▶ **AVAILABLE DATA**
────────────────

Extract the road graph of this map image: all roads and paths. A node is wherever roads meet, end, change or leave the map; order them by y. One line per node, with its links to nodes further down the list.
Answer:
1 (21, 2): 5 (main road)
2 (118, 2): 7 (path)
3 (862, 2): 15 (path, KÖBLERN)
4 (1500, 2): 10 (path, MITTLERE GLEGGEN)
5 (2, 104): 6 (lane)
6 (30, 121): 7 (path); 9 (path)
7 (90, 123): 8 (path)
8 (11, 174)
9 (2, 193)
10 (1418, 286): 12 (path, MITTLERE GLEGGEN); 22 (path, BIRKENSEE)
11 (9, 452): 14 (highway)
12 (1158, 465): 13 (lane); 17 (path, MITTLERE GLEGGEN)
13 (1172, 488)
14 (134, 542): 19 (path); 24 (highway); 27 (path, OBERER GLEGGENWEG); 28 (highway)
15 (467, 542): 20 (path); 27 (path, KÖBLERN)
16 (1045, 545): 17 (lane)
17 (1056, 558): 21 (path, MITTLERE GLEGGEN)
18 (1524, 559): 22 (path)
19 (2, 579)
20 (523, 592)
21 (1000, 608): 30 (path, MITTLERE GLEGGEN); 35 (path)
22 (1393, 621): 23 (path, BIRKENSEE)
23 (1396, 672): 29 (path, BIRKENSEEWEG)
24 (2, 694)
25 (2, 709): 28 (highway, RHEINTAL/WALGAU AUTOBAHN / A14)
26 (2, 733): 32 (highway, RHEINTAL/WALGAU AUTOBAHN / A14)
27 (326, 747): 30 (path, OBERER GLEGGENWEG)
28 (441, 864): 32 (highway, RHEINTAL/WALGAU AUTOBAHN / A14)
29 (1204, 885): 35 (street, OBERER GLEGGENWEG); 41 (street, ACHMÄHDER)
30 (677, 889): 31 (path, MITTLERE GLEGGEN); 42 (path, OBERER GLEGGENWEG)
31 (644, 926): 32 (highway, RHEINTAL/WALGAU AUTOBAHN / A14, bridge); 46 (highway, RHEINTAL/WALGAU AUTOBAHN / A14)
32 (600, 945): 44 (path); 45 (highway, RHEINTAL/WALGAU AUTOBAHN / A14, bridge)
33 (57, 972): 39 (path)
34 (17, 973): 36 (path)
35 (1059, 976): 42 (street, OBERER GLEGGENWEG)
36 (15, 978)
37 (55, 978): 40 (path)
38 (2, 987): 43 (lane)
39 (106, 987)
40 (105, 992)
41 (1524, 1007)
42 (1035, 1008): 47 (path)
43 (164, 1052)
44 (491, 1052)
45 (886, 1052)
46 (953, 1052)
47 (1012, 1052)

────────────────

▶ **GOAL OF THE EXERCISE**
Output the data in full, precisely as it appears above.

▶ **TASK OUTPUT**
Extract the road graph of this map image: all roads and paths. A node is wherever roads meet, end, change or leave the map; order them by y. One line per node, with its links to nodes further down the list.
Answer:
1 (21, 2): 5 (main road)
2 (118, 2): 7 (path)
3 (862, 2): 15 (path, KÖBLERN)
4 (1500, 2): 10 (path, MITTLERE GLEGGEN)
5 (2, 104): 6 (lane)
6 (30, 121): 7 (path); 9 (path)
7 (90, 123): 8 (path)
8 (11, 174)
9 (2, 193)
10 (1418, 286): 12 (path, MITTLERE GLEGGEN); 22 (path, BIRKENSEE)
11 (9, 452): 14 (highway)
12 (1158, 465): 13 (lane); 17 (path, MITTLERE GLEGGEN)
13 (1172, 488)
14 (134, 542): 19 (path); 24 (highway); 27 (path, OBERER GLEGGENWEG); 28 (highway)
15 (467, 542): 20 (path); 27 (path, KÖBLERN)
16 (1045, 545): 17 (lane)
17 (1056, 558): 21 (path, MITTLERE GLEGGEN)
18 (1524, 559): 22 (path)
19 (2, 579)
20 (523, 592)
21 (1000, 608): 30 (path, MITTLERE GLEGGEN); 35 (path)
22 (1393, 621): 23 (path, BIRKENSEE)
23 (1396, 672): 29 (path, BIRKENSEEWEG)
24 (2, 694)
25 (2, 709): 28 (highway, RHEINTAL/WALGAU AUTOBAHN / A14)
26 (2, 733): 32 (highway, RHEINTAL/WALGAU AUTOBAHN / A14)
27 (326, 747): 30 (path, OBERER GLEGGENWEG)
28 (441, 864): 32 (highway, RHEINTAL/WALGAU AUTOBAHN / A14)
29 (1204, 885): 35 (street, OBERER GLEGGENWEG); 41 (street, ACHMÄHDER)
30 (677, 889): 31 (path, MITTLERE GLEGGEN); 42 (path, OBERER GLEGGENWEG)
31 (644, 926): 32 (highway, RHEINTAL/WALGAU AUTOBAHN / A14, bridge); 46 (highway, RHEINTAL/WALGAU AUTOBAHN / A14)
32 (600, 945): 44 (path); 45 (highway, RHEINTAL/WALGAU AUTOBAHN / A14, bridge)
33 (57, 972): 39 (path)
34 (17, 973): 36 (path)
35 (1059, 976): 42 (street, OBERER GLEGGENWEG)
36 (15, 978)
37 (55, 978): 40 (path)
38 (2, 987): 43 (lane)
39 (106, 987)
40 (105, 992)
41 (1524, 1007)
42 (1035, 1008): 47 (path)
43 (164, 1052)
44 (491, 1052)
45 (886, 1052)
46 (953, 1052)
47 (1012, 1052)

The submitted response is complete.